# 1910 Ford



## Ken N Tx (Jan 8, 2015)

Make sure you read all the statistics under the photo.

The year is 1910, over one hundred years ago. ​ What a difference a century makes!​ Here are some statistics for the Year 1910:​ ***********************************​ The average life expectancy for men was 47 years.​ Fuel for this car was sold in drug stores only.​ Only 14 percent of the homes had a bathtub.​ Only 8 percent of the homes had a telephone.​ There were only 8,000 cars and only 144 miles of paved roads.​ The maximum speed limit in most cities was 10 mph.​ The tallest structure in the world was the Eiffel Tower!​ The average US wage in 1910 was 22 cents per hour.​ The average US worker made between $200 and $400 per year.​ A competent accountant could expect to earn $2000 per year, ​ a dentist $2,500 per year, a veterinarian between $1,500 and $4,000 per year, and a mechanical engineer about $5,000 per year.​ More than 95 percent of all births took place at HOME.​ Ninety percent of all Doctors had NO COLLEGE EDUCATION!​ Instead, they attended so-called medical schools, many of which were condemned in the press AND the government as 'substandard.'​ Sugar cost four cents a pound.​ Eggs were fourteen cents a dozen.​ Coffee was fifteen cents a pound.​ Most women only washed their hair once a month, ​ and used Borax or egg yolks for shampoo.​ There was no such thing as under arm deodorant or tooth paste.​ Canada passed a law that prohibited poor people from entering into their country for any reason.​ The five leading causes of death were:​ 1. Pneumonia and influenza​ 2, Tuberculosis​ 3. Diarrhea​ 4. Heart disease​ 5. Stroke​ The American flag had 45 stars.​ The population of Las Vegas Nevada was only 30!​ Crossword puzzles, canned beer, and iced tea hadn't been​ invented yet.
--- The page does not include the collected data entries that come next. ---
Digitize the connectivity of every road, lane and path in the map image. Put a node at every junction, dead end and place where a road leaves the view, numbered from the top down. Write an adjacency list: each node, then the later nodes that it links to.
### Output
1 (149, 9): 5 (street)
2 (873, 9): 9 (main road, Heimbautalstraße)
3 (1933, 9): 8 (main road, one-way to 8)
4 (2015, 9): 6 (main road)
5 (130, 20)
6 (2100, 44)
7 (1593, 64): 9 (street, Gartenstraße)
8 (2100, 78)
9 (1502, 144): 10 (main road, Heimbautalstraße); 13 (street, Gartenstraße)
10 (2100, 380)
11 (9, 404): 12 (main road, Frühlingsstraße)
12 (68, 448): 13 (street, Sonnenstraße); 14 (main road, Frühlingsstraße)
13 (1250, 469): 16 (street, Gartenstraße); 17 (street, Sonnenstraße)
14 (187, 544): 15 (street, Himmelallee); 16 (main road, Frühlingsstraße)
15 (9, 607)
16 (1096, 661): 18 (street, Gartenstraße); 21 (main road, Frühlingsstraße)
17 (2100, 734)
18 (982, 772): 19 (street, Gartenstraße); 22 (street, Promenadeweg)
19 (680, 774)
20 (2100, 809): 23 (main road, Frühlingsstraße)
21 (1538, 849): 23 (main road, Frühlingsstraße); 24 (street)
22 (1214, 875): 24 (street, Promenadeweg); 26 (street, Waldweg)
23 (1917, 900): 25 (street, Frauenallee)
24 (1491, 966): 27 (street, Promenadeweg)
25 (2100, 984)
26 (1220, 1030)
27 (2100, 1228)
There was no Mother's Day or Father's Day.​ Two out of every 10 adults couldn't read or write and only​ 6 percent of all Americans had graduated from high school.​ Eighteen percent of households had at least one full-time​ servant or domestic help.​ There were about 230 reported murders in the ENTIRE U.S.A.!​ I am now going to forward this to someone else without​ typing it myself.​ From there, it will be sent to others all over the WORLD...all in​ a matter of seconds!​ Try to imagine what it may be like in another 100 years.​


----------



## Happyflowerlady (Jan 12, 2015)

*The old Model A (Model T? ) Ford*

I am not sure what year this was taken; but it was probably in the early 1920's. My mom and dad drove this car from northern Idaho to San Diego, California around that time period. If anyone knows more about the vintage of this old Ford, I would love to know more about it.


----------



## Meanderer (Jan 12, 2015)

Could be a 1920 model T touring car. I like the straw hat draped over the steering wheel in your Parent's car.


----------



## Ken N Tx (Jan 12, 2015)

Meanderer;18430Victoriald be a 1920 model T touring car. I like the straw hat draped over the steering wheel in your Parent's car.:)
[IMG said:
			
		

> http://www.sportscardigest.com/wp-content/uploads/021_Ford_1920_Model-T_Touring_4224820_900.jpg[/IMG]


That is my Ford Crown Victoria next to it!


----------